Once your website is designed, built, and published, the real fun begins: analytics and optimization.

By tracking how visitors discover your site, how they navigate around it, and what content they engage with, you can learn what’s working and what’s not. With this valuable data, you can start to optimize your site and make improvements that will attract more visitors and increase engagement. 

Depending on your goals, you can use many kinds of web analytics tools to track the most relevant metrics for your site. In fact, an almost overwhelming number of different solutions will promise to help you generate more traffic, create more leads, build better content, and sell more products.

So to help you get started, we’ve chosen five of the best web analytics tools (along with an alternative or two for each) to help you get started. 

1. Best overall website analytics tool: Google Analytics

What it does

Google Analytics (GA) is the go-to platform most marketers use to measure website traffic and SEO performance. While the insights the platform provides aren’t perfect (the data is sampled and scaled, not a precise measurement of your total traffic), it’s free and relatively easy to set up on your site

Once you’ve created and verified your account, GA starts delivering reports on metrics like pageviews, traffic sources, bounce rates, and search queries that help you understand how many people are visiting your site, where they’re coming from, and how much time they’re spending on different pages. 

Why we recommend it

Traffic metrics are a great starting point, and you should measure them. But as you get more comfortable with GA, you can dig even deeper by setting up conversion goals (like landing on a thank-you page after submitting a form) or events (like playing a demo video or clicking on a download link). These kinds of insights about user behavior help you measure campaign performance and improve conversion rates across your site.  

Note: as of July 2023, the current universal instance of Google Analytics will be replaced by Google Analytics 4, a more robust but — according to some critics — less intuitive version of the platform. 

What customers say

“It's easy to install and even with minimal knowledge of the platform, you can gain meaningful insights from your web traffic and start implementing meaningful changes to your web properties.”

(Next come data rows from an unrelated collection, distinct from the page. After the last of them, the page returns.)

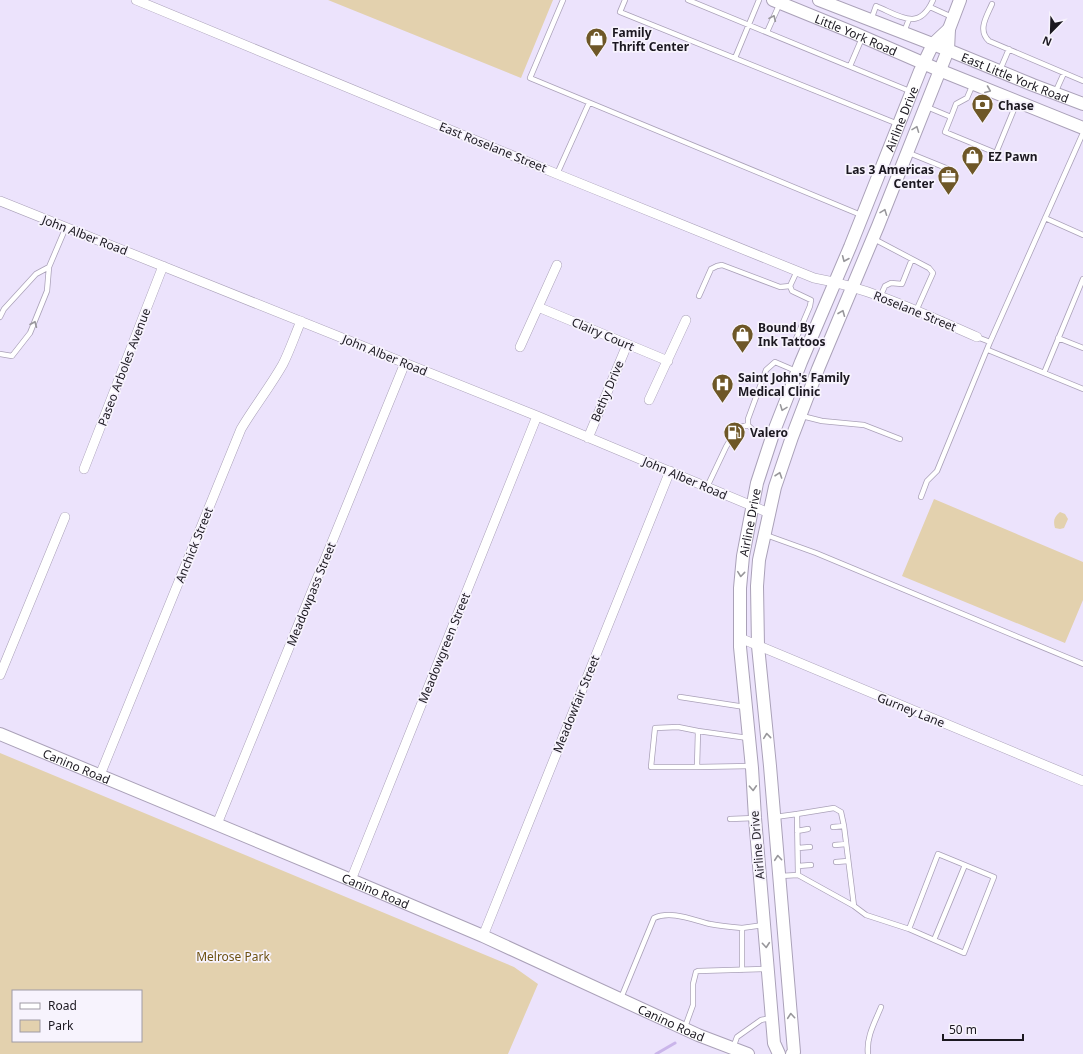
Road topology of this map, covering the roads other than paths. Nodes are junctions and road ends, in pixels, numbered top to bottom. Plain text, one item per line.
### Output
1 (136, 0) edge
2 (563, 0) edge
3 (625, 0) edge
4 (688, 0) edge
5 (759, 0) edge
6 (819, 0) edge
7 (932, 0) edge
8 (960, 0) edge
9 (778, 1) edge
10 (838, 3) edge
11 (992, 4) dead end
12 (930, 7) junction
13 (953, 18) junction
14 (909, 19) junction
15 (871, 20) junction
16 (749, 25) junction
17 (949, 29) junction
18 (767, 32) junction
19 (904, 32) junction
20 (863, 36) junction
21 (933, 44) junction
22 (1009, 49) junction
23 (948, 50) junction
24 (735, 58) junction
25 (924, 64) junction
26 (850, 66) junction
27 (939, 70) junction
28 (1000, 71) junction
29 (1064, 73) junction
30 (1083, 81) edge
31 (973, 84) junction
32 (912, 92) junction
33 (1055, 93) junction
34 (1017, 102) junction
35 (589, 103) junction
36 (1083, 104) edge
37 (925, 106) junction
38 (951, 117) junction
39 (899, 124) junction
40 (1083, 128) edge
41 (1083, 133) edge
42 (907, 152) junction
43 (946, 168) dead end
44 (557, 174) junction
45 (0, 201) edge
46 (862, 216) junction
47 (1045, 218) junction
48 (66, 228) junction
49 (1083, 235) edge
50 (873, 238) junction
51 (912, 259) junction
52 (557, 265) dead end
53 (164, 266) junction
54 (49, 267) junction
55 (797, 271) junction
56 (1083, 279) edge
57 (836, 282) junction
58 (790, 286) junction
59 (852, 286) junction
60 (699, 296) dead end
61 (880, 297) junction
62 (538, 307) junction
63 (916, 311) junction
64 (0, 317) edge
65 (301, 320) junction
66 (686, 320) dead end
67 (977, 337) joint
68 (1058, 338) junction
69 (990, 342) junction
70 (627, 345) junction
71 (520, 347) dead end
72 (808, 347) junction
73 (1083, 347) edge
74 (988, 350) junction
75 (0, 354) edge
76 (668, 361) junction
77 (405, 363) junction
78 (797, 372) junction
79 (1044, 373) junction
80 (1083, 389) edge
81 (649, 400) dead end
82 (800, 415) junction
83 (537, 416) junction
84 (748, 425) junction
85 (588, 438) junction
86 (772, 438) junction
87 (900, 439) dead end
88 (84, 469) dead end
89 (670, 471) junction
90 (707, 487) junction
91 (922, 497) dead end
92 (752, 506) junction
93 (769, 513) junction
94 (65, 517) dead end
95 (765, 534) junction
96 (740, 638) junction
97 (758, 646) junction
98 (1083, 664) edge
99 (0, 675) edge
100 (680, 697) dead end
101 (745, 707) junction
102 (698, 731) junction
103 (0, 734) edge
104 (748, 738) junction
105 (751, 766) junction
106 (697, 767) junction
107 (100, 775) junction
108 (1083, 780) edge
109 (797, 814) junction
110 (774, 817) junction
111 (755, 818) junction
112 (730, 819) dead end
113 (217, 824) junction
114 (844, 826) junction
115 (834, 827) dead end
116 (808, 830) dead end
117 (797, 831) junction
118 (846, 844) junction
119 (835, 845) dead end
120 (810, 847) dead end
121 (798, 848) junction
122 (848, 861) junction
123 (836, 862) dead end
124 (811, 865) dead end
125 (965, 865) junction
126 (798, 866) junction
127 (798, 875) junction
128 (780, 876) junction
129 (351, 880) junction
130 (854, 906) junction
131 (764, 925) junction
132 (742, 928) junction
133 (909, 929) junction
134 (483, 936) junction
135 (934, 940) junction
136 (768, 969) junction
137 (742, 970) junction
138 (620, 999) junction
139 (881, 1007) dead end
140 (772, 1018) junction
141 (685, 1028) junction
142 (733, 1048) junction
143 (748, 1054) edge
144 (778, 1054) edge
145 (792, 1054) edge
146 (868, 1054) edge

1 - 44 street, East Roselane Street
2 - 35 lane
3 - 24 lane
4 - 16 lane
5 - 16 lane
6 - 10 main road, Little York Road
7 - 12 lane
8 - 13 main road, Airline Drive
18 -> 9 lane
9 - 20 main road, Little York Road
10 - 15 main road, Little York Road
11 - 22 lane
12 - 13 lane
12 - 14 lane
13 - 17 main road, Airline Drive
14 - 15 lane
14 - 19 lane
15 - 19 main road, Little York Road
16 - 18 lane
16 - 24 lane
17 - 21 main road, Airline Drive
17 - 23 main road, Airline Drive
18 - 26 lane
19 - 21 main road, Little York Road
20 - 25 main road, Little York Road
20 - 26 lane
21 - 23 main road, Little York Road
21 - 25 main road, Airline Drive
22 - 28 lane
22 - 29 lane
23 - 27 main road, Airline Drive
23 - 28 main road, East Little York Road
24 - 39 lane
25 - 27 main road, Little York Road
25 - 32 main road, Airline Drive
26 - 32 lane
27 - 31 main road, East Little York Road
27 - 37 main road, Airline Drive
28 - 33 main road, East Little York Road
29 - 30 lane
29 - 33 lane
31 -> 34 main road, East Little York Road
31 - 38 lane
32 - 39 main road, Airline Drive
33 - 36 main road, East Little York Road
34 - 38 lane
34 - 40 main road, East Little York Road
35 - 44 lane
35 - 46 lane
37 - 38 lane
42 -> 37 main road, Airline Drive
39 - 46 main road, Airline Drive
41 - 47 lane
42 - 43 lane
50 -> 42 main road, Airline Drive
44 - 55 street, East Roselane Street
45 - 48 street, John Alber Road
46 -> 57 main road, Airline Drive
47 - 49 lane
47 - 69 lane
48 - 53 street, John Alber Road
48 - 54 lane
50 - 51 lane
50 - 59 main road, Airline Drive
51 - 61 lane
51 - 63 lane
52 - 62 street
53 - 65 street, John Alber Road
53 - 88 street, Paseo Arboles Avenue
54 - 64 lane
75 -> 54 lane
55 - 57 street, East Roselane Street
55 - 58 lane
56 - 68 lane
57 - 59 street, East Roselane Street
57 - 72 main road, Airline Drive
58 - 60 lane
58 - 72 lane
59 - 61 street, Roselane Street
82 -> 59 main road, Airline Drive
61 - 63 street, Roselane Street
62 - 70 street, Clairy Court
62 - 71 street
63 - 67 street, Roselane Street
65 - 77 street, John Alber Road
65 - 107 street, Anchick Street
66 - 76 street
67 - 69 lane
68 - 73 lane
68 - 79 lane
69 - 74 lane
70 - 76 street, Clairy Court
70 - 85 street, Bethy Drive
72 - 78 main road, Airline Drive
74 - 79 lane
74 - 91 lane
76 - 81 street
77 - 83 street, John Alber Road
77 - 113 street, Meadowpass Street
78 - 84 lane
78 -> 86 main road, Airline Drive
79 - 80 lane
82 - 87 lane
93 -> 82 main road, Airline Drive
83 - 85 street, John Alber Road
83 - 129 street, Meadowgreen Street
84 - 86 lane
84 - 90 lane
85 - 89 street, John Alber Road
86 - 92 main road, Airline Drive
89 - 90 street, John Alber Road
89 - 134 street, Meadowfair Street
90 - 92 street, John Alber Road
92 - 93 street, John Alber Road
92 -> 96 main road, Airline Drive
93 - 95 main road, Airline Drive
94 - 99 street
95 - 97 main road, Airline Drive
95 - 98 lane
96 - 97 street, Gurney Lane
96 - 101 main road, Airline Drive
97 - 108 street, Gurney Lane
110 -> 97 main road, Airline Drive
100 - 101 lane
101 - 104 main road, Airline Drive
102 - 104 lane
102 - 106 lane
102 - 106 lane
103 - 107 main road, Canino Road
104 - 105 main road, Airline Drive
105 - 106 lane
105 -> 111 main road, Airline Drive
107 - 113 main road, Canino Road
109 - 110 lane
109 - 114 lane
109 - 117 lane
110 - 111 main road
128 -> 110 main road, Airline Drive
111 - 112 lane
111 - 131 main road, Airline Drive
113 - 129 main road, Canino Road
114 - 115 lane
114 - 118 lane
116 - 117 lane
117 - 121 lane
118 - 119 lane
118 - 122 lane
120 - 121 lane
121 - 126 lane
122 - 123 lane
122 - 130 lane
124 - 126 lane
125 - 133 lane
125 - 135 lane
125 - 135 lane
126 - 127 lane
127 - 128 lane
127 - 130 lane
145 -> 128 main road, Airline Drive
129 - 134 main road, Canino Road
130 - 133 lane
131 - 132 lane
131 -> 136 main road, Airline Drive
132 - 137 lane
132 - 138 lane
133 - 135 lane
134 - 138 main road, Canino Road
136 - 137 lane
136 - 140 main road, Airline Drive
137 - 141 lane
138 - 141 main road, Canino Road
139 - 146 lane
140 - 142 lane
140 - 144 main road, Airline Drive
141 - 142 main road, Canino Road
142 - 143 main road, Canino Road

- G2 reviewer Maria Alejandra G. 

 

“I can accurately track site visitors and their behavior while on my site. Google Analytics is the best free tool I have used by far. I can't believe they don't charge for it. Benefits include ready-made visual reports and graphs that I can send directly to my customers, a deep dive into where visitors came from (referrer), how long they stay on my site (time on site), and what percentage of visitors only view one page (bounce rate).”

- G2 reviewer Mark D.

Google Analytics alternatives 

For more Google Analytics alternatives, check out our comprehensive post.

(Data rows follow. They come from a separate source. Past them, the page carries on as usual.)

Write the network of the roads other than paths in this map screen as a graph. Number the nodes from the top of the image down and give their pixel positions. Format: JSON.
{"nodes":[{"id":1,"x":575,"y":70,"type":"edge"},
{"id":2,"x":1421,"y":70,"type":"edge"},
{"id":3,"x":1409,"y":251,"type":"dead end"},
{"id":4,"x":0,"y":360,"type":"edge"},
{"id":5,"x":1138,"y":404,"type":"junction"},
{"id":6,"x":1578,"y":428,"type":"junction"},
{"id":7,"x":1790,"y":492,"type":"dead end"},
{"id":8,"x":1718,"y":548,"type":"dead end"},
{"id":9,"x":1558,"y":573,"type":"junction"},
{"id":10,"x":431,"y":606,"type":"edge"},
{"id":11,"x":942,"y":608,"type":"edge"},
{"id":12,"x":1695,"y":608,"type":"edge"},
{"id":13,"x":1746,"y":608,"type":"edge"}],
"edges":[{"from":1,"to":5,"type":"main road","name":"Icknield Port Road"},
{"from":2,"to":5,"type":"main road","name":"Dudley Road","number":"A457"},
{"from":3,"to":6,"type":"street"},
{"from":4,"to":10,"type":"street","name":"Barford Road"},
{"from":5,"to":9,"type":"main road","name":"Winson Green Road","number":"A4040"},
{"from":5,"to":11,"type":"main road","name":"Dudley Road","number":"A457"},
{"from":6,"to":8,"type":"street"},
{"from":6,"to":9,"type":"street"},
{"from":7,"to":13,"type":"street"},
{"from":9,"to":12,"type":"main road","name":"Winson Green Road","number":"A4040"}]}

2. Best SEO analytics tool: Ahrefs

What it does

  • Ahrefs analyzes your website’s organic search performance and helps identify opportunities to drive more traffic. You can use Ahrefs to conduct keyword research, audit your site, analyze competitors, monitor backlinks, and track your site’s ranking over time. 

Why we recommend it

While Ahrefs’ keyword research and site audit tools are on par with other SEO software solutions, their backlink analyzer and competitor research tools set them a few paces ahead of the pack. The Ahrefs blog and YouTube channel are also full of top-notch training content to help you level up your product knowledge and general SEO skills. 

What customers say

“I kind of LIVE in Ahrefs. If there's anything I want to know about a website and its SEO, I will put it in Ahrefs and find all the data I need. Whether it's keyword research, competitor research [or] backlink research, Ahrefs has got you covered. And they keep adding functionality and options. You can even suggest changes to the tool when you're a paying user.”

- Capterra reviewer Nathan V.

"I use Ahrefs for site audits, keyword research, competitor analysis and backlink analysis. Because these categories are main components of the site, it is so simple to go in, tinker with information going in and get easy to recognize outputs, I can take this to the clients and explain where we can make improvements and raise their site health score and get easy wins in Google to rank better.”

- G2 reviewer Chase O. 

Ahrefs alternatives

  • Note: In addition to an all-in-one SEO platform like Ahrefs, make sure you take advantage of the free search performance data you can get directly from Google in Google Search Console (GSC), the sister tool to Google Analytics. While GSC doesn’t include the robust research and discovery features of Ahrefs, it’s still a treasure trove of data — over 75% of SEO experts report that they review their GSC reports on a daily or weekly basis.

3. Best heatmapping tool: Hotjar

What it does

Hotjar tracks how users interact with your site by recording real-time sessions and producing visual “heatmaps” of how visitors move, scroll, and click on your pages. 

Why we recommend it

Heatmaps and session recordings give you a real-life snapshot of how your website visitors interact with your content and reveal immediate opportunities to improve their experience. You can use heatmaps to pinpoint ways to boost conversions. For example, moving a vital CTA to a more prominent position, or surfacing moments on your site when visitors may lose interest and stop scrolling, or exit altogether. Watching recordings of real people interacting with your site can help you understand ways to improve navigation and user experience. 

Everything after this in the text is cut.